Taking a little “me-time” in the midst of all the holiday chaos should not be optional. Find some quiet time to try meditation, enjoy a luxurious soak in the tub with some relaxing essential oils added to the bath water, meet a friend for coffee or lunch, read a good book or spend time with people who make you happy. You don’t have to spend money or overindulge in food and drink to have fun!       

Exercise!

It’s easy to justify taking days off from your fitness regimen this time of year. And, if exercise is not on your usual “to do” list, you may want to make a New Year’s resolution a few weeks early.

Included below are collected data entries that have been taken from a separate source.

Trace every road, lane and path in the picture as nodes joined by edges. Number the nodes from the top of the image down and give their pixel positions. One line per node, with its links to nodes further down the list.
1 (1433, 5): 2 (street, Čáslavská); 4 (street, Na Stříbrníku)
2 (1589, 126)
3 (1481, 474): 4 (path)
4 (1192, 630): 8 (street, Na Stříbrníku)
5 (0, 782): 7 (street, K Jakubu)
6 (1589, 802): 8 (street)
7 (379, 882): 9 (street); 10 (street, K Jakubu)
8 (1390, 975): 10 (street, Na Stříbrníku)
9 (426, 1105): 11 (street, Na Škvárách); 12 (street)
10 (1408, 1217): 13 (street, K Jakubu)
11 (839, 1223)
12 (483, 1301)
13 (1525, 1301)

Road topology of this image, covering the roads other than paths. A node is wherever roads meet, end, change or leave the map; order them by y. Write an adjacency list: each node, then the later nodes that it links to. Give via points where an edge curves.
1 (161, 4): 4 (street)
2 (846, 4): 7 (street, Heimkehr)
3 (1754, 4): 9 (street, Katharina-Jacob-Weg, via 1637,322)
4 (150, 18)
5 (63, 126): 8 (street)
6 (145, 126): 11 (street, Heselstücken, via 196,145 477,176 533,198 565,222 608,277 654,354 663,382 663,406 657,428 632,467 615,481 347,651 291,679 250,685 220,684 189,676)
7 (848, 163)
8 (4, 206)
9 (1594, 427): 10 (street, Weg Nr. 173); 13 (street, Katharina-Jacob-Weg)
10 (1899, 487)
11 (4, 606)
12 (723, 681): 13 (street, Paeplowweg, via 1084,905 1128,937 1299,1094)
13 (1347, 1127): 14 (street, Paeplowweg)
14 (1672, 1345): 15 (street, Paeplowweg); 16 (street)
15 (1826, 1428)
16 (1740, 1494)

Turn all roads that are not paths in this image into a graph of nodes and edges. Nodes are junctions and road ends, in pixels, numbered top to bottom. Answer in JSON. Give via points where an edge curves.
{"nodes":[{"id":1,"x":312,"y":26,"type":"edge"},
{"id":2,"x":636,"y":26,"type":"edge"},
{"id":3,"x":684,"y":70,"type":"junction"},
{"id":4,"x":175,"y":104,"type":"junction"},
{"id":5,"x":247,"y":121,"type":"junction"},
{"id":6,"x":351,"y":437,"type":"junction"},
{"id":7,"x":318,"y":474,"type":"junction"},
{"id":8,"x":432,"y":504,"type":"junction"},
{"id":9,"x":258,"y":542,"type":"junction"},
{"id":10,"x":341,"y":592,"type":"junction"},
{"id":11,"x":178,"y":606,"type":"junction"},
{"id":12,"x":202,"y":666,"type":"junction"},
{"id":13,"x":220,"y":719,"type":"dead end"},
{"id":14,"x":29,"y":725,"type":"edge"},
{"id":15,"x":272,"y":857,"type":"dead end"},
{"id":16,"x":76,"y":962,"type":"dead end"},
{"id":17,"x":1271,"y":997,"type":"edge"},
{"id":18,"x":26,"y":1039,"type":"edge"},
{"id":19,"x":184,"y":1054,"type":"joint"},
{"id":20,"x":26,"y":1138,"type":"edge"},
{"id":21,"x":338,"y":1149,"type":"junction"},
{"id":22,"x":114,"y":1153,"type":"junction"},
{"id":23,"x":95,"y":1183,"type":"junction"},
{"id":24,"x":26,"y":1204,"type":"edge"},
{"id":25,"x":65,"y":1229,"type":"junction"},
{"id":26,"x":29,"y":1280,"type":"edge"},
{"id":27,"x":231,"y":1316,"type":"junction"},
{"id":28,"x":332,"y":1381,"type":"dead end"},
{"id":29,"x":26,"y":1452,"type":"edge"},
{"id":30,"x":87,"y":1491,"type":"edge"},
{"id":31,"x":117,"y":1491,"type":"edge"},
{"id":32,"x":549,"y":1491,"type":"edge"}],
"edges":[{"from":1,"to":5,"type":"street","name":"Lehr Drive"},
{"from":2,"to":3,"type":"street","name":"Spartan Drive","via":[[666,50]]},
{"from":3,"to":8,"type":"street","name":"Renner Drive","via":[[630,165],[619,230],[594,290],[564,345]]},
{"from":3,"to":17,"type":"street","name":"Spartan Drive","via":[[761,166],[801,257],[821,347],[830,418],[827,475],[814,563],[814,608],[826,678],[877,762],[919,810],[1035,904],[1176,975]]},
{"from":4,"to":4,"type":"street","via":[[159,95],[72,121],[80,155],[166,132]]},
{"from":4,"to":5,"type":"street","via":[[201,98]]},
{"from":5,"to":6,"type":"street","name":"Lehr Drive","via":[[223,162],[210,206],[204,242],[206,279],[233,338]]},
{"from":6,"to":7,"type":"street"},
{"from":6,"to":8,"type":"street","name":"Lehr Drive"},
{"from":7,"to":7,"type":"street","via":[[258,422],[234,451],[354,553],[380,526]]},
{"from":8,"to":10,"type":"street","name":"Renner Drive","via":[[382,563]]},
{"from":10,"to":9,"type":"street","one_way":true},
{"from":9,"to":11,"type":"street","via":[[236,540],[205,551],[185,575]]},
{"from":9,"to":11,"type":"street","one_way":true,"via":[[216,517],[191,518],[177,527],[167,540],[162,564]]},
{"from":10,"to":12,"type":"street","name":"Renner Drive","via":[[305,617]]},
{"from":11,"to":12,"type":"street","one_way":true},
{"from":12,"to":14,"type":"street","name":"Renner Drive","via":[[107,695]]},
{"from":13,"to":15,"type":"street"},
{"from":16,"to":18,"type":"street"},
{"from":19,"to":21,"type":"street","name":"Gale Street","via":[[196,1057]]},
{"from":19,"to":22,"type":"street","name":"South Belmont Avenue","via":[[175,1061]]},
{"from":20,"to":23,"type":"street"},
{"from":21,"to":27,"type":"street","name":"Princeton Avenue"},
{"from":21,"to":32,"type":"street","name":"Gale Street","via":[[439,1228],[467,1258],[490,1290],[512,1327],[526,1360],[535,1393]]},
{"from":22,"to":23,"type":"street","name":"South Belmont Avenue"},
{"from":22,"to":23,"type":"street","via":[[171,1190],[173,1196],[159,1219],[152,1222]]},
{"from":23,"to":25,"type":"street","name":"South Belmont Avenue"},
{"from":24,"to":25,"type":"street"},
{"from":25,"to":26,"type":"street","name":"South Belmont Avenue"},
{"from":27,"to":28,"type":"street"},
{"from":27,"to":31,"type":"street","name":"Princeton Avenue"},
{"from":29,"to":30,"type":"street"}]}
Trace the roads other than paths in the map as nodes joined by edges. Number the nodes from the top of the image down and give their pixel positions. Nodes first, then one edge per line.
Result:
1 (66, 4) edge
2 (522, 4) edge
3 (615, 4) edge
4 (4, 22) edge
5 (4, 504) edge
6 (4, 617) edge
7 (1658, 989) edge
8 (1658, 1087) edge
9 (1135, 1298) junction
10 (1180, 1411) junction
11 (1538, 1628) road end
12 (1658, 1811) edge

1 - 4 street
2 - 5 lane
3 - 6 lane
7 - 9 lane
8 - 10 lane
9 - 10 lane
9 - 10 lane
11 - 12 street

There are parties to attend, errands to run, gifts to be wrapped, cookies to be baked. There are not enough hours in the day! Something has got to give, and exercise should be the last thing you cut from your busy day.

Exercise is a priority all year long, but especially during the holidays. Burning calories through exercise will help to negate the extra calories you may be eating or drinking, and the post-workout endorphin rush will help you manage the stress of the season.

 “The holidays are days to focus on family, friends, and fun. Of course, you’ll be offered plenty of delicious foods. Enjoy,” said Dr. White, “but focus on the first three! Have fun and laugh and make memories that will last a lifetime.”